Chapter 24 of 24 - Fractals

Finally reached the end of the materials.

First section introduced some examples of fractals. Second section was "Using the Contraction Mapping Theorem" which introduced the notion of distances between compact sets, ultimately the "Hausdorff Distance", and the notion of contraction mappings that kind of translate your base shape down to the next iteration of the fractal. Last section was on dimensions of fractals, which enforced a lot of logarithm revision.

Again, this section was merciful when compared to the average difficulty of some of these chapters.

Suddenly I'm putting the finishing touches on my last ever written assignment. Nearing the summit of Maths Mountain.

From here on out it's mostly revision. Going over past assignments and preparing for my last ever maths exam. Let's see what useful little bits of information I can find and document over the next month or so...

Chapter 23 of 24 - Completeness

Loving the irony that the penultimate chapter is on "completeness".

First two sections covered completeness of metrics as defined by sequences, including examples of basic well-known metrics that are complete.

Third section was on the contraction mapping theorem, which seemed fairly profound. It allows you to show that generalised differentials or integrals have unique solutions. I needed to speed through this section, and I wonder whether a review of past papers will reveal that I need to spend more time on this.
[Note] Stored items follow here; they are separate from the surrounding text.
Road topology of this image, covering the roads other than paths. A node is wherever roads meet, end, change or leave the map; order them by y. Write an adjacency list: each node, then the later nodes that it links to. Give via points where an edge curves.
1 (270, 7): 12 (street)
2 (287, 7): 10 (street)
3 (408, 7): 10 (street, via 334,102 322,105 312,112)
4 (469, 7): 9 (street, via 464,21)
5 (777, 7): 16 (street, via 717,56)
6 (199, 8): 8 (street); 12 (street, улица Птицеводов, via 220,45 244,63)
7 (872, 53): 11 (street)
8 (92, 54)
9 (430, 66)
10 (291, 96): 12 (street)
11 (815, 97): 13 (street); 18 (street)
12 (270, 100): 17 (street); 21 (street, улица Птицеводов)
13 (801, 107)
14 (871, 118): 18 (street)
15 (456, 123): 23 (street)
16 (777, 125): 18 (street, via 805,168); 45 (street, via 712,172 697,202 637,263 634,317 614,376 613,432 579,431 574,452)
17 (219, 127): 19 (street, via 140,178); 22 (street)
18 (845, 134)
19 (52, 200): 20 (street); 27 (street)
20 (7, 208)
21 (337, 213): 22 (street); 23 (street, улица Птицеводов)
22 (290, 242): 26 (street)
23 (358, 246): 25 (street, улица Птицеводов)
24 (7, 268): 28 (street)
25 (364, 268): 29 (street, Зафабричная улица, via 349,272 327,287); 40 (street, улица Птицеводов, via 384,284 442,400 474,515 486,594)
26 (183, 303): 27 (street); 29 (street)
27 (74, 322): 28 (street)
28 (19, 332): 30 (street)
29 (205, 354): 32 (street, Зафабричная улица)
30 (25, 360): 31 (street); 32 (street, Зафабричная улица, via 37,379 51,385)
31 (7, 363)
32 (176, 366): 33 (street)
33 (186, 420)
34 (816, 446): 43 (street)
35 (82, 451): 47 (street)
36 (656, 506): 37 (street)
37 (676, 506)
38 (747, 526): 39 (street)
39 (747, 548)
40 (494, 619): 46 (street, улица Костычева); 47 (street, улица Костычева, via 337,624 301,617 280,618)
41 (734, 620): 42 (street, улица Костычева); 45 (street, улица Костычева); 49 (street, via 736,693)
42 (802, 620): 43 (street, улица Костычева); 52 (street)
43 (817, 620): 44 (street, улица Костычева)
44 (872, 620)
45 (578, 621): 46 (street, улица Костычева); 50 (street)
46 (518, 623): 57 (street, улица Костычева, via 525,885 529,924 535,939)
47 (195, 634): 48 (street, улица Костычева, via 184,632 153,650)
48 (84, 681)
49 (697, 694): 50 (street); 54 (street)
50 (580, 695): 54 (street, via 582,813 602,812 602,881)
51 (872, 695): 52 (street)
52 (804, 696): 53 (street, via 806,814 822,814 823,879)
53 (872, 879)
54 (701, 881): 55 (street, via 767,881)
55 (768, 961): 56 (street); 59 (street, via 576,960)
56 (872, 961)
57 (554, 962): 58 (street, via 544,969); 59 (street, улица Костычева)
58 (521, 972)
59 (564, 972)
Like a lot of this, as some of the answers are so lengthy, I do wonder how feasible it is that any of it will be in the exam.
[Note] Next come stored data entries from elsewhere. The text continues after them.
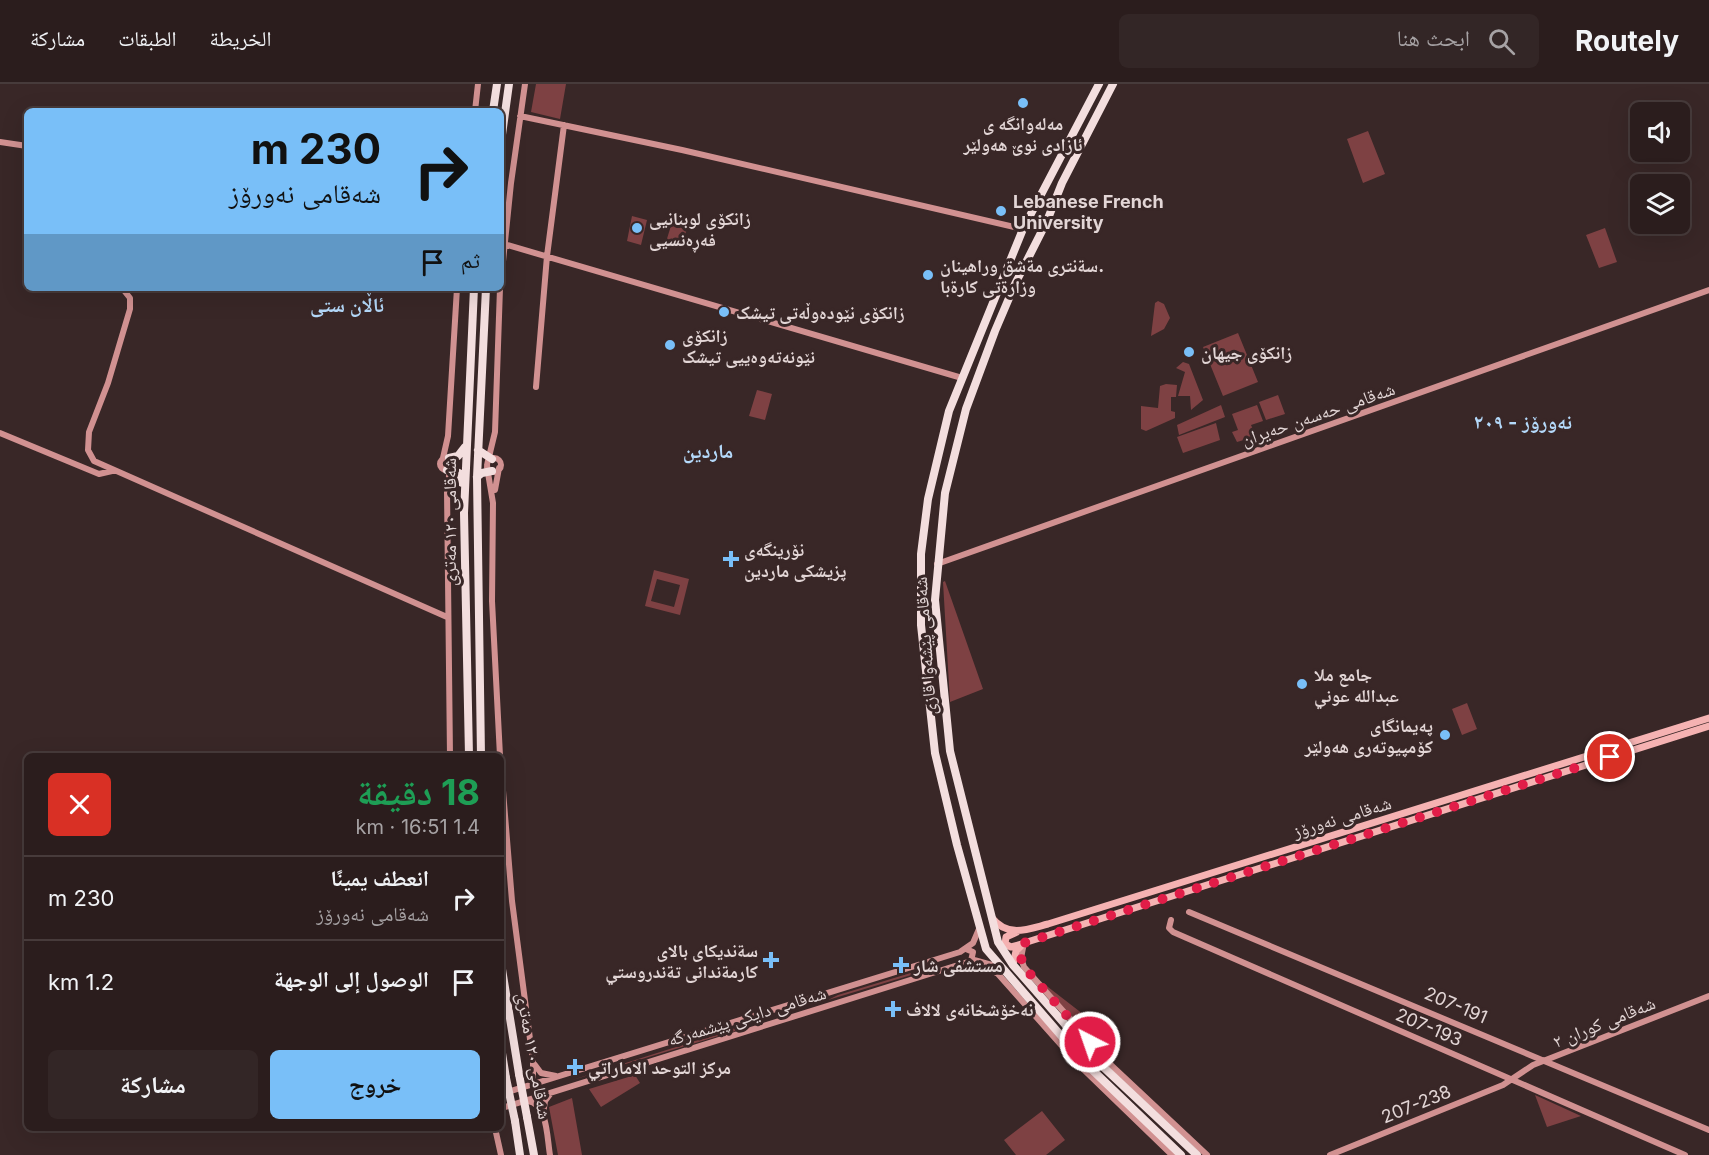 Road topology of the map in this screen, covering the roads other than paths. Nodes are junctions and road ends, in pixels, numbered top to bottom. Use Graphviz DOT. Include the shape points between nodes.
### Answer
graph roads {
  1 [pos="478,84"];
  2 [pos="496,84"];
  3 [pos="509,84"];
  4 [pos="525,84"];
  5 [pos="1099,84"];
  6 [pos="1113,84"];
  7 [pos="475,108"];
  8 [pos="493,108"];
  9 [pos="520,116"];
  10 [pos="504,120"];
  11 [pos="566,125"];
  12 [pos="0,142"];
  13 [pos="24,146"];
  14 [pos="1023,229"];
  15 [pos="504,244"];
  16 [pos="547,256"];
  17 [pos="1709,290"];
  18 [pos="125,291"];
  19 [pos="457,291"];
  20 [pos="474,291"];
  21 [pos="486,291"];
  22 [pos="500,291"];
  23 [pos="962,378"];
  24 [pos="536,387"];
  25 [pos="495,432"];
  26 [pos="0,433"];
  27 [pos="943,435"];
  28 [pos="958,440"];
  29 [pos="466,447"];
  30 [pos="478,450"];
  31 [pos="449,459"];
  32 [pos="935,460"];
  33 [pos="952,461"];
  34 [pos="492,465"];
  35 [pos="447,469"];
  36 [pos="112,471"];
  37 [pos="477,477"];
  38 [pos="447,491"];
  39 [pos="465,493"];
  40 [pos="493,503"];
  41 [pos="936,564"];
  42 [pos="447,617"];
  43 [pos="1708,721"];
  44 [pos="947,728"];
  45 [pos="932,730"];
  46 [pos="950,751"];
  47 [pos="450,753"];
  48 [pos="469,753"];
  49 [pos="481,753"];
  50 [pos="500,753"];
  51 [pos="935,753"];
  52 [pos="1571,755"];
  53 [pos="1580,758"];
  54 [pos="1450,809"];
  55 [pos="1459,812"];
  56 [pos="504,818"];
  57 [pos="1368,825"];
  58 [pos="1360,827"];
  59 [pos="1367,834"];
  60 [pos="1290,859"];
  61 [pos="1283,869"];
  62 [pos="989,912"];
  63 [pos="1189,912"];
  64 [pos="1171,920"];
  65 [pos="980,929"];
  66 [pos="1019,931"];
  67 [pos="1024,943"];
  68 [pos="966,949"];
  69 [pos="938,959"];
  70 [pos="971,961"];
  71 [pos="961,964"];
  72 [pos="1013,965"];
  73 [pos="1000,967"];
  74 [pos="942,970"];
  75 [pos="1006,978"];
  76 [pos="504,982"];
  77 [pos="1709,996"];
  78 [pos="797,1003"];
  79 [pos="772,1011"];
  80 [pos="803,1015"];
  81 [pos="777,1023"];
  82 [pos="1074,1029"];
  83 [pos="1548,1060"];
  84 [pos="533,1062"];
  85 [pos="504,1066"];
  86 [pos="562,1076"];
  87 [pos="1512,1079"];
  88 [pos="533,1085"];
  89 [pos="570,1087"];
  90 [pos="551,1093"];
  91 [pos="504,1095"];
  92 [pos="525,1101"];
  93 [pos="504,1108"];
  94 [pos="1132,1113"];
  95 [pos="543,1117"];
  96 [pos="1709,1130"];
  97 [pos="496,1131"];
  98 [pos="501,1155"];
  99 [pos="520,1155"];
  100 [pos="534,1155"];
  101 [pos="550,1155"];
  102 [pos="1172,1155"];
  103 [pos="1181,1155"];
  104 [pos="1197,1155"];
  105 [pos="1207,1155"];
  106 [pos="1330,1155"];
  107 [pos="1685,1155"];
  1 -- 7 [label="street"];
  2 -- 8 [label="highway"];
  3 -- 10 [label="highway"];
  4 -- 9 [label="street"];
  5 -- 14 [label="highway, شەقامی پێشەوا قازی"];
  6 -- 28 [label="highway, شەقامی پێشەوا قازی" via="1011,291 970,397"];
  9 -- 11 [label="street"];
  9 -- 15 [label="street"];
  11 -- 14 [label="street"];
  11 -- 16 [label="street"];
  12 -- 13 [label="street"];
  14 -- 23 [label="highway, شەقامی پێشەوا قازی"];
  15 -- 16 [label="street"];
  16 -- 23 [label="street"];
  16 -- 24 [label="street" via="545,321"];
  17 -- 41 [label="street, شەقامی حەسەن حەیران"];
  18 -- 36 [label="street" via="130,297 130,309 88,442 94,461"];
  19 -- 31 [label="street"];
  20 -- 29 [label="highway, شەقامی ١٢٠ مەتری"];
  21 -- 30 [label="highway, شەقامی ١٢٠ مەتری"];
  22 -- 25 [label="street"];
  23 -- 27 [label="highway, شەقامی پێشەوا قازی"];
  25 -- 34 [label="street"];
  25 -- 34 [label="street"];
  26 -- 36 [label="street" via="96,472"];
  27 -- 28 [label="highway" via="947,445 955,445"];
  27 -- 32 [label="highway, شەقامی پێشەوا قازی"];
  28 -- 33 [label="highway, شەقامی پێشەوا قازی"];
  29 -- 31 [label="highway"];
  29 -- 39 [label="highway, شەقامی ١٢٠ مەتری"];
  30 -- 34 [label="highway"];
  30 -- 37 [label="highway, شەقامی ١٢٠ مەتری"];
  31 -- 35 [label="street"];
  31 -- 35 [label="street"];
  32 -- 33 [label="highway" via="944,452"];
  32 -- 45 [label="highway, شەقامی پێشەوا قازی" via="921,554 921,625"];
  33 -- 41 [label="highway, شەقامی پێشەوا قازی"];
  34 -- 37 [label="highway"];
  34 -- 40 [label="street"];
  34 -- 40 [label="street"];
  35 -- 38 [label="street"];
  35 -- 38 [label="street"];
  35 -- 39 [label="highway" via="460,474"];
  36 -- 42 [label="street"];
  37 -- 49 [label="highway, شەقامی ١٢٠ مەتری"];
  38 -- 42 [label="street"];
  39 -- 48 [label="highway, شەقامی ١٢٠ مەتری"];
  40 -- 50 [label="street" via="492,587"];
  41 -- 44 [label="highway, شەقامی پێشەوا قازی" via="936,610"];
  42 -- 47 [label="street"];
  43 -- 53 [label="main road, شەقامی نەورۆز"];
  43 -- 54 [label="main road, شەقامی نەورۆز"];
  44 -- 45 [label="highway" via="941,737"];
  44 -- 46 [label="highway, شەقامی پێشەوا قازی"];
  45 -- 51 [label="highway, شەقامی پێشەوا قازی"];
  46 -- 51 [label="highway" via="941,745"];
  46 -- 62 [label="highway, شەقامی پێشەوا قازی"];
  51 -- 65 [label="highway, شەقامی پێشەوا قازی"];
  52 -- 53 [label="main road"];
  53 -- 57 [label="main road, شەقامی نەورۆز"];
  54 -- 55 [label="main road"];
  54 -- 59 [label="main road, شەقامی نەورۆز"];
  56 -- 84 [label="street"];
  57 -- 58 [label="main road, شەقامی نەورۆز"];
  57 -- 59 [label="main road"];
  58 -- 59 [label="main road"];
  58 -- 66 [label="main road, شەقامی نەورۆز"];
  59 -- 60 [label="main road, شەقامی نەورۆز"];
  60 -- 61 [label="main road"];
  60 -- 67 [label="main road, شەقامی نەورۆز"];
  62 -- 66 [label="main road" via="1003,928"];
  62 -- 72 [label="highway, شەقامی پێشەوا قازی" via="998,942"];
  63 -- 83 [label="street, 207-191"];
  64 -- 87 [label="street, 207-193" via="1169,928 1173,932"];
  65 -- 68 [label="street"];
  65 -- 73 [label="highway, شەقامی پێشەوا قازی" via="986,949"];
  66 -- 67 [label="main road" via="1006,937 1005,943"];
  67 -- 72 [label="main road" via="1016,951"];
  67 -- 82 [label="street" via="1024,967"];
  68 -- 69 [label="street, شەقامی دایکی پێشمەرگە"];
  68 -- 70 [label="street" via="973,952"];
  69 -- 74 [label="street"];
  69 -- 78 [label="street, شەقامی دایکی پێشمەرگە"];
  70 -- 71 [label="street, شەقامی دایکی پێشمەرگە"];
  70 -- 73 [label="street, شەقامی دایکی پێشمەرگە" via="983,960"];
  71 -- 74 [label="street, شەقامی دایکی پێشمەرگە"];
  71 -- 75 [label="street" via="987,967"];
  72 -- 82 [label="highway, شەقامی پێشەوا قازی"];
  73 -- 75 [label="highway, شەقامی پێشەوا قازی"];
  74 -- 80 [label="street, شەقامی دایکی پێشمەرگە"];
  75 -- 94 [label="highway, شەقامی پێشەوا قازی"];
  76 -- 100 [label="highway, شەقامی ١٢٠ مەتری, bridge"];
  77 -- 83 [label="street, شەقامی کوران ٢"];
  78 -- 79 [label="street, شەقامی دایکی پێشمەرگە"];
  78 -- 80 [label="street" via="795,1011"];
  79 -- 81 [label="street" via="780,1014"];
  79 -- 86 [label="street, شەقامی دایکی پێشمەرگە"];
  80 -- 81 [label="street, شەقامی دایکی پێشمەرگە"];
  81 -- 89 [label="street, شەقامی دایکی پێشمەرگە"];
  82 -- 104 [label="highway, شەقامی پێشەوا قازی" via="1098,1062"];
  82 -- 105 [label="street"];
  83 -- 87 [label="street, شەقامی کوران ٢" via="1530,1066"];
  83 -- 96 [label="street, 207-191"];
  84 -- 86 [label="street" via="539,1072"];
  84 -- 88 [label="street"];
  85 -- 99 [label="highway, شەقامی ١٢٠ مەتری, bridge"];
  86 -- 88 [label="street, شەقامی دایکی پێشمەرگە"];
  86 -- 89 [label="street"];
  87 -- 106 [label="street, 207-238"];
  87 -- 107 [label="street, 207-193"];
  88 -- 91 [label="street, شەقامی دایکی پێشمەرگە"];
  89 -- 90 [label="street, شەقامی دایکی پێشمەرگە"];
  90 -- 92 [label="street, شەقامی دایکی پێشمەرگە"];
  90 -- 95 [label="street" via="545,1101"];
  92 -- 93 [label="street, شەقامی دایکی پێشمەرگە"];
  92 -- 95 [label="street" via="536,1104"];
  94 -- 102 [label="street"];
  94 -- 103 [label="highway, شەقامی پێشەوا قازی"];
  95 -- 101 [label="street"];
  97 -- 98 [label="street"];
}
The last section covered methods by which you can find a completion of a metric. This presented a framework that was really interesting, but offered no examples. There was even an admission that the process they'd presented was lengthy and with examples and not mention of it in the assignment, I can only guess it too is not covered in the exam.

So. One quick review of the ongoing assignment and I'll finally be on to my last chapter. Ever.

Chapter 22 of 24 - Compactness

The first section here was a stern-sounding "Two Important Theorems". It covered the boundedness theorem and the extreme value theorem, both I've covered before in previous pure maths modules, but this related them directly to metric spaces.

Second section decided to introduce compactness through the concept of sequential compactness, which essentially describes the "d-closed and bounded"-ness of a set. Though is inevitably difficult to learn quickly because of strange concepts involving sequences in metric spaces.

Third was "functions and sequential compactness", which was even more strange as it extended section two to also cover all functions in C[0,1], and various hard-to-understand \epsilon-\delta theorems.

Section four was "compact metric spaces" and the notion of covers and sub covers. Far easier to understand, but depending on the set it can be tricky (for example) to find a finite sub cover from an infinite cover. With a bit of practise you get the trick though.

Section five was how sequential compactness and compactness are equivalent for metric spaces, and the last section covered unions and intersections of compact spaces. Again, these sections I sped through as section 5 was largely theorems, corollaries and lemmas, and section 6 was largely unexamined.

Chapter 21 of 24 - Connectedness

First section here was on homeomorphisms, which is essentially a brief intro in the foundations of topology. I've been wanting to study topology for years, but as is the trend, I didn't have time to dwell. Again, we don't get examined on topology, so this will be something I'd want to come back to after my final exam.

Next up was "closed and open sets revisited", which is practically exactly what you expect.

The third section introduced the concept to connectedness properly, and the fourth went on to explore connectedness in Euclidean space.

At this point, I'd learned enough to tackle the assignment questions. I didn't read through the last two chapters, "path-connected spaces" and "the topologists cosine", but I didn't feel too guilty about this. I'm already vaguely familiar with path-connected spaces, and the last section seemed to be unlikely to be examined. I'll review both of these sections during my revision period though.

All in all, this chapter was mercifully easy to understand.